— “Remember the Sabbath day, to keep it holy” — the fourth of the ten commandments, the summary of God’s Law we all learn in Sunday School. If we devote ourselves to any kind of moral code, it usually includes the ten commandments. Jesus Himself appears to have held up the continuing force of these commandments. But what does it mean to sanctify the Sabbath?
Some Christians act as if the old prohibitions of work which formerly applied to Saturday, the actual Jewish Sabbath, now apply (loosely) to Sunday. It becomes for such Christians a display of one’s piety to refrain from work on Sunday and a sign of another’s lack of piety if he or she engages in work on Sunday. As one who has worked on Sunday consistently for the past thirteen years, I do hope they’re wrong. Certain groups within Christianity hold that Christians should really observe Saturday as their day of rest and worship. Some would sharply criticize us who are gathered here as breakers of God’s Law since we are worshiping on Sunday and not “sanctifying” the Sabbath.
But what does it truly mean to observe the Sabbath? How are we, as Christians, to honor God by honoring this commandment? A surprising number of stories in the four Gospels center on this very topic, usually showing Jesus in conflict with other Jewish teachers about what keeping the Sabbath means. In our reading from John’s Gospel this morning, Jesus appears to have deliberately provoked a conflict with rival religious authorities precisely on this point when He told a man whom He had healed to carry his sleeping bag on the Sabbath.
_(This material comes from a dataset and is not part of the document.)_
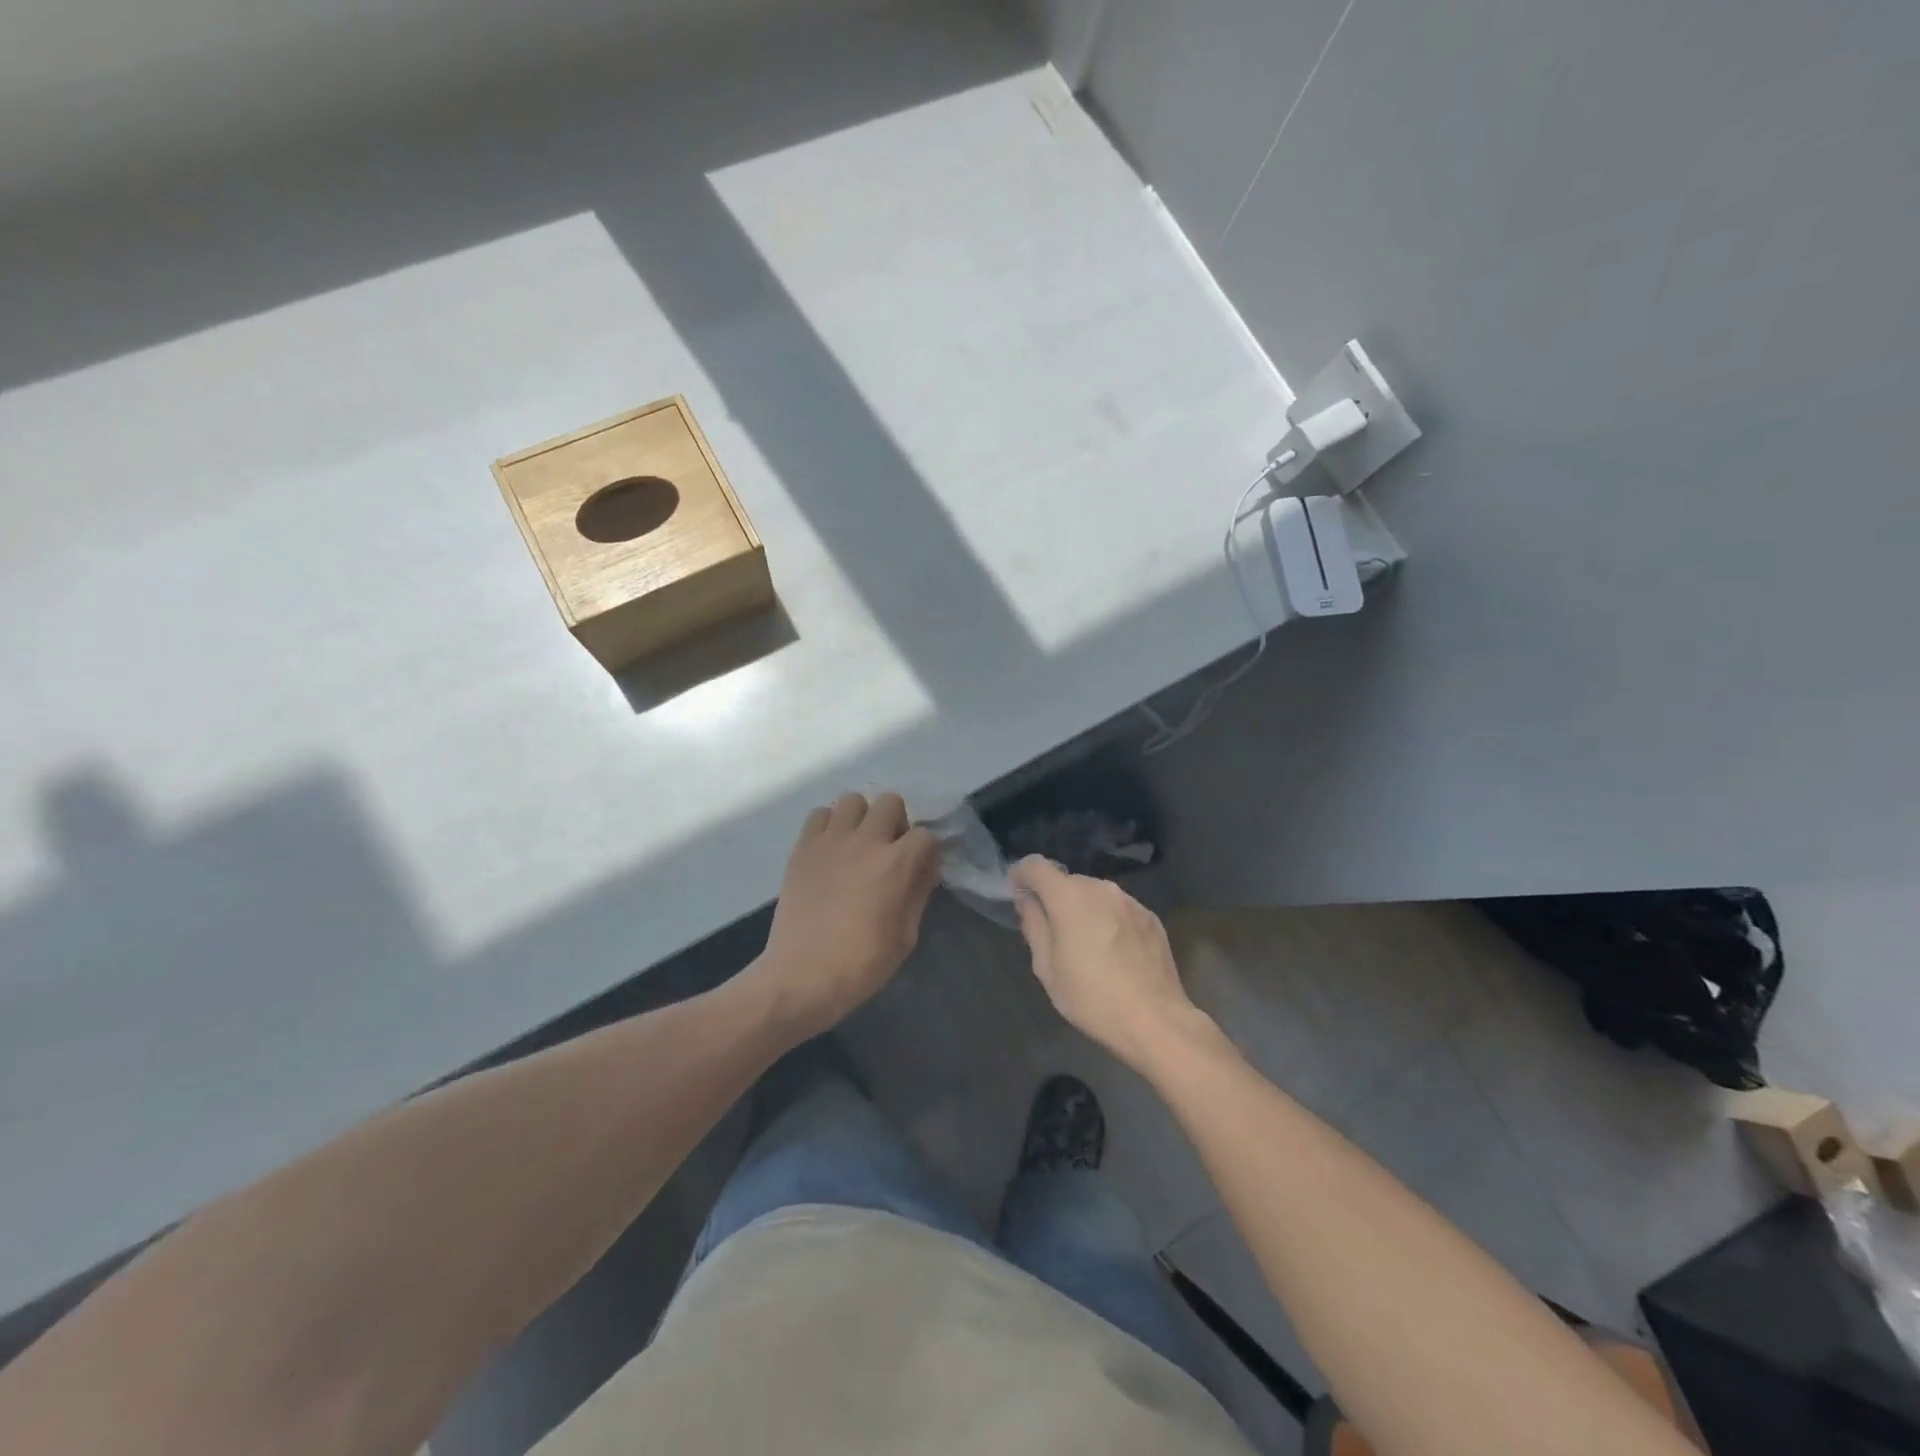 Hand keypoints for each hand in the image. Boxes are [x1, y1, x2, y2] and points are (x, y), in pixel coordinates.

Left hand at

Jesus enters Jerusalem at the time of some unnamed religious festival. On His way into the city He passes the pool of Bethesda, a place where many invalids gather hoping for healing. The pool was supplied by a natural spring: when the spring was active, the calm surface pool would be disturbed. Some thought that an angel was sent by God to touch the water and imbue it with healing power, and that the first person to enter the water would be healed of whatever illness he or she suffered. For this reason the pool was called Bethesda, the “house of mercy.” So they waited … and watched … and hoped.
One man had waited and watched for thirty-eight years, but his infirmity was so severe that he was unable to beat the crowd to the pool when its waters were stirred. At one level, John is likening the man, infirm for thirty-eight years, to the Hebrews who had wandered in the desert with Moses for thirty-eight years, punished for their lack of trust in God. In this story, John first tells us that all who encounter Jesus as healer and savior come to the end of their wandering and enter into God’s rest.
The condition of this invalid speaks to the condition of so many of us. Desiring to be whole, he was caught in an unending cycle of trying to find wholeness but failing. He knew his infirmity, but despaired of ever being rid of it. He had no one left to help him get to the healing waters — his infirmity had even outlived the commitment and patience of his family and friends. When Jesus asks him if he wants to be made well, all he can do is explain why that’s not likely ever to happen.
Some sisters and brothers here today know their infirmity. Some of us have carried unwholeness with us from long ago. Perhaps it is physical. Perhaps it is relational. Perhaps it is a sickness in our very souls. I cannot speak for physical infirmity which endures across decades. I’ve not had that experience. But I do know what it is to carry anger, guilt, and insecurity for decades, and I know what a crippling infirmity these can be. I also know what it is to keep trying to get well — to find wholeness of soul — by ineffective methods.
Perhaps you, too, can think of some stained relationship which poisons your heart, or some shame or sin which has crippled your self-esteem and your will to serve God, or some grievance which has left you bedridden on a mat of bitterness. Perhaps there is some poison in your life for which you have sought an antidote for years. If you can think of such an infirmity, even now, name it in the silence of your hearts. And remember this man, who looked in vain for healing for thirty-eight years. He encountered Jesus. He doesn’t profess a certain belief in Jesus; he doesn’t talk about Jesus. He meets Jesus, he hears Jesus’ words to him, and as he follows Jesus’ command he is at last made well.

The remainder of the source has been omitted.